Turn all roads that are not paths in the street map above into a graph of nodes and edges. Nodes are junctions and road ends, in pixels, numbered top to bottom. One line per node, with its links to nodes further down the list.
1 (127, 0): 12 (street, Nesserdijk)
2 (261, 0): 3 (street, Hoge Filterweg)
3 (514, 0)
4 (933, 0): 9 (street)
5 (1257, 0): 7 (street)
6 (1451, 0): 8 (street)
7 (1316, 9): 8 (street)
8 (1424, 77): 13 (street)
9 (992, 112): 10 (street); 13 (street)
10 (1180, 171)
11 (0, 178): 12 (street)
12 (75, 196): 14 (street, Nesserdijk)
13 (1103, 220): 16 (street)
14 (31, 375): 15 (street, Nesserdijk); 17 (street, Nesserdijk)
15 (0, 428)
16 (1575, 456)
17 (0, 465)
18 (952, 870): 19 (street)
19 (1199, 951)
--
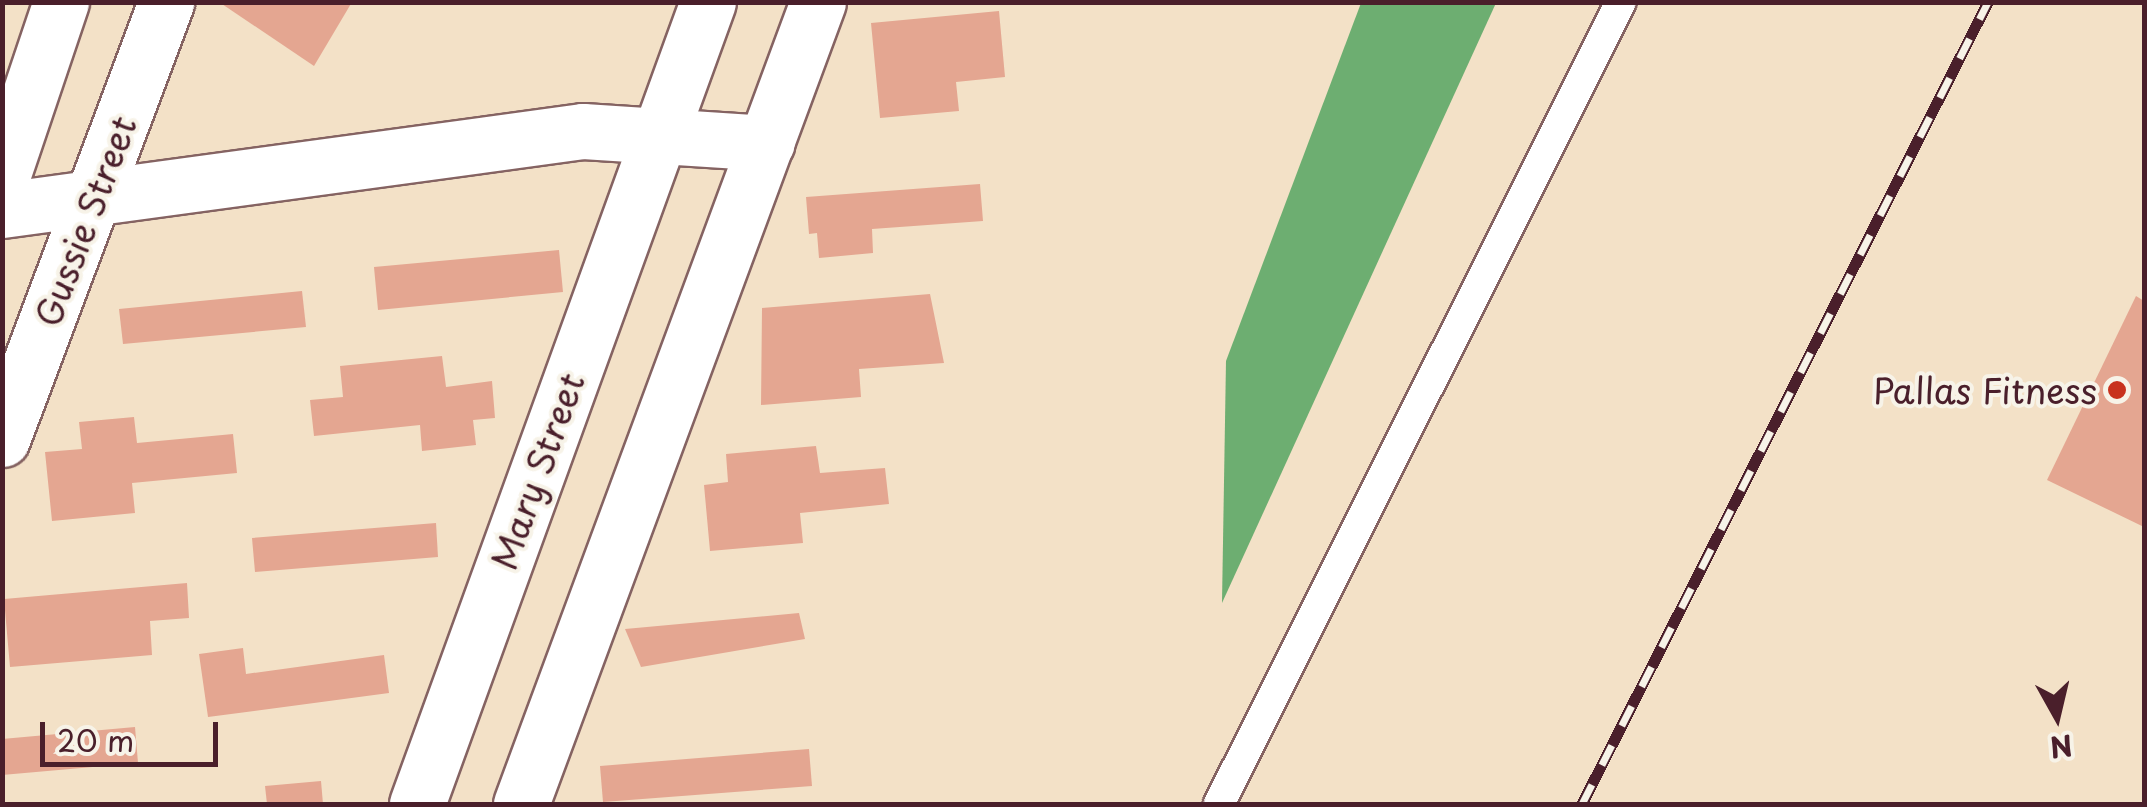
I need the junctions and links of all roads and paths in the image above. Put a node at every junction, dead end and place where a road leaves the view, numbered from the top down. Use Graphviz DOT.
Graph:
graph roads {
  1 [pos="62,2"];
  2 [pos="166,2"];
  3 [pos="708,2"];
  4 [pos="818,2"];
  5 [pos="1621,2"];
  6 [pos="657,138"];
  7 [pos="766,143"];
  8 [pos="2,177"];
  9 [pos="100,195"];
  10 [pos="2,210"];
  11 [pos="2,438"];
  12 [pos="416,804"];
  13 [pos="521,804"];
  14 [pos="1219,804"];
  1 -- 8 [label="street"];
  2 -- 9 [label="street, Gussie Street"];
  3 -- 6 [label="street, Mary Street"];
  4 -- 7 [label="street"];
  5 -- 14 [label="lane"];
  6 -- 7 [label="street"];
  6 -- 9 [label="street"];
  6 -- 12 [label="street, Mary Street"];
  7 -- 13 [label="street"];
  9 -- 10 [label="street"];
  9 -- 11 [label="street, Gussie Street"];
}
* * *
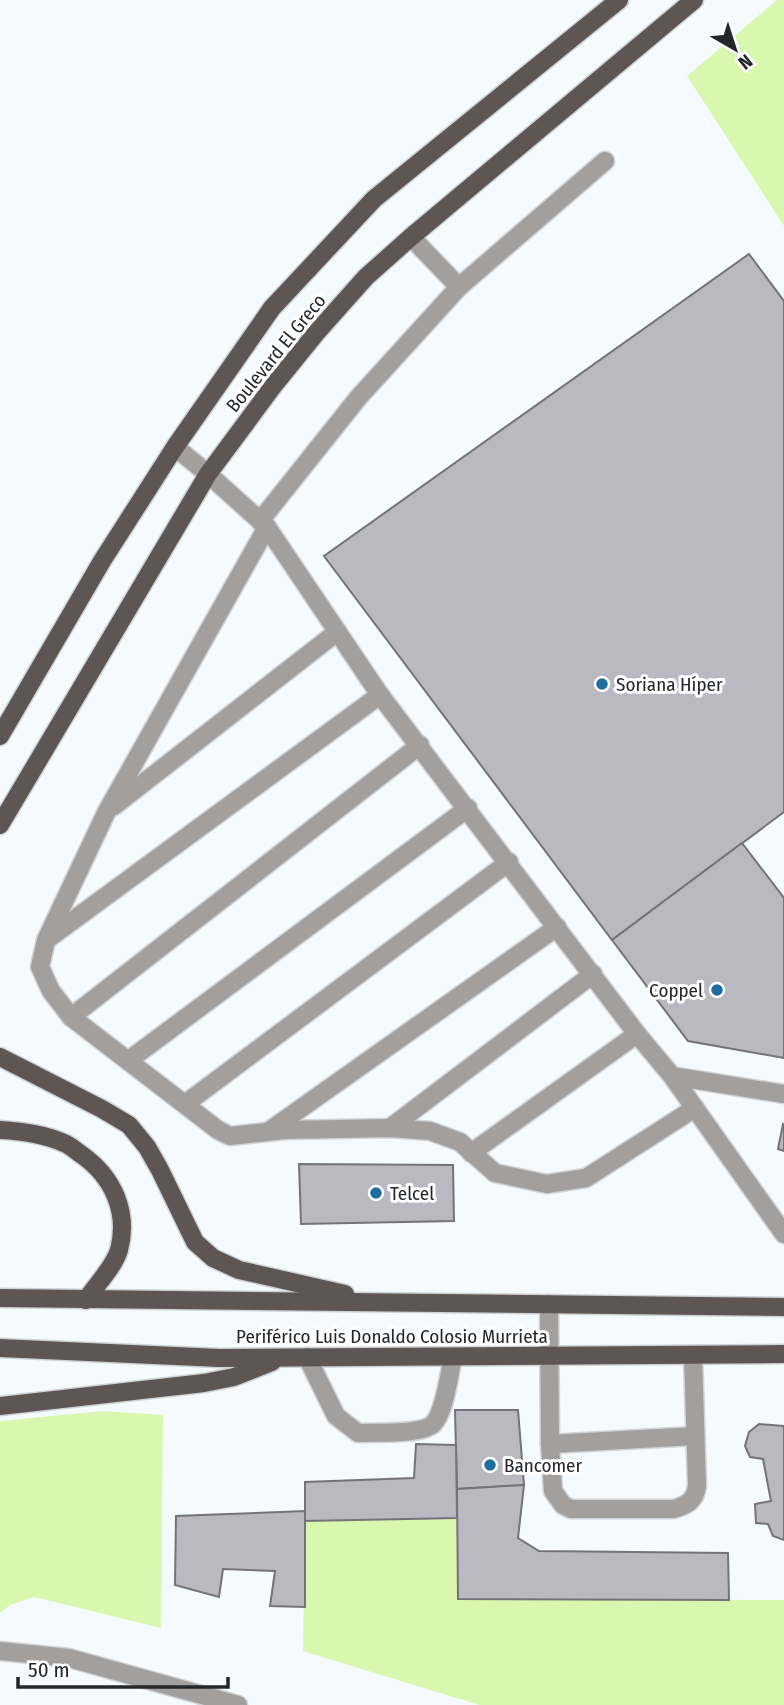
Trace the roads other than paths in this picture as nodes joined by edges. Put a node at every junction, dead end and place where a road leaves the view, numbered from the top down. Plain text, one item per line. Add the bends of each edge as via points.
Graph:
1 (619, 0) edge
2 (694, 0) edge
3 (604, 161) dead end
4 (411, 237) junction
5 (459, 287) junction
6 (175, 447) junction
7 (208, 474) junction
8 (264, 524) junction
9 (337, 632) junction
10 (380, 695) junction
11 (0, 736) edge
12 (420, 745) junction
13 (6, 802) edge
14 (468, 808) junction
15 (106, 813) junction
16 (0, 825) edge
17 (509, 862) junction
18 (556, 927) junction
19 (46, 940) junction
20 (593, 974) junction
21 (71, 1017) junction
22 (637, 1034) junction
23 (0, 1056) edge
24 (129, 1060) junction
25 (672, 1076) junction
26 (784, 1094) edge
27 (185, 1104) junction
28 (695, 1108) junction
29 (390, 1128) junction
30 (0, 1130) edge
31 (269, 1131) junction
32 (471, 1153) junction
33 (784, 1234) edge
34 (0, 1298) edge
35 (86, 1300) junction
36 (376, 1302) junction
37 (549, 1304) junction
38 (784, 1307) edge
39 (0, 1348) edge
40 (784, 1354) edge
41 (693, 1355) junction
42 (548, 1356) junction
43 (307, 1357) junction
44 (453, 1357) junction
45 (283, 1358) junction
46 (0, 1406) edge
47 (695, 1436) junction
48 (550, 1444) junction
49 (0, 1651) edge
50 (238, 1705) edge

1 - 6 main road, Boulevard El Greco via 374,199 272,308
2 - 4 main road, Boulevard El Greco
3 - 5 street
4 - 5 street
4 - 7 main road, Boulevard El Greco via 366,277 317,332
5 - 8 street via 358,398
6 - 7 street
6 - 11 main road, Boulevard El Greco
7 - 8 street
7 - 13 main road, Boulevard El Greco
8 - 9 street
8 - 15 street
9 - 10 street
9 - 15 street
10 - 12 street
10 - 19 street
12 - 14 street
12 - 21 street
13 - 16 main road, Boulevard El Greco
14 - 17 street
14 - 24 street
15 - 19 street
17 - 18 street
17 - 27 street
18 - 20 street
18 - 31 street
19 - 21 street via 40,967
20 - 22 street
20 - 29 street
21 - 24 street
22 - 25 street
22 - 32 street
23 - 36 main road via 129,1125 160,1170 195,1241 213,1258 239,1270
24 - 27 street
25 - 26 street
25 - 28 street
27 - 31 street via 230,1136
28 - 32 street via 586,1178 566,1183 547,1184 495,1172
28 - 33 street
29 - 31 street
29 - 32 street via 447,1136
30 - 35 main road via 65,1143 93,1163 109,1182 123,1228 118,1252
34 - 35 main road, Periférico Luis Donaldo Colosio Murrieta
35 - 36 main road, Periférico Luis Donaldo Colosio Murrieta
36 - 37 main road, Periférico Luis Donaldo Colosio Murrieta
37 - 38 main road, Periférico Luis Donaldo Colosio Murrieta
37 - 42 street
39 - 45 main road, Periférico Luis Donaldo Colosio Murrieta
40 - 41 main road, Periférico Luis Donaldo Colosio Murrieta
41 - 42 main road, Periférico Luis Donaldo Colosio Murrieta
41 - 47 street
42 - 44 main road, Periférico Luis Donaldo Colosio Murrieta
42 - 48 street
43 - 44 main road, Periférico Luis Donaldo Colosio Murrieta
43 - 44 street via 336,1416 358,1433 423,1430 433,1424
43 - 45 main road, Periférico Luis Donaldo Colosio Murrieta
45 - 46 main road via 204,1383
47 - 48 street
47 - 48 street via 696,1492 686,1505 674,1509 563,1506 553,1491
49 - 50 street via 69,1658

#### [WHAT IS NEEDED]
Look over the entries above. Copy every line that contains the word "view".

#### [RESPONSE]
I need the junctions and links of all roads and paths in the image above. Put a node at every junction, dead end and place where a road leaves the view, numbered from the top down. Use Graphviz DOT.
Trace the roads other than paths in this picture as nodes joined by edges. Put a node at every junction, dead end and place where a road leaves the view, numbered from the top down. Plain text, one item per line. Add the bends of each edge as via points.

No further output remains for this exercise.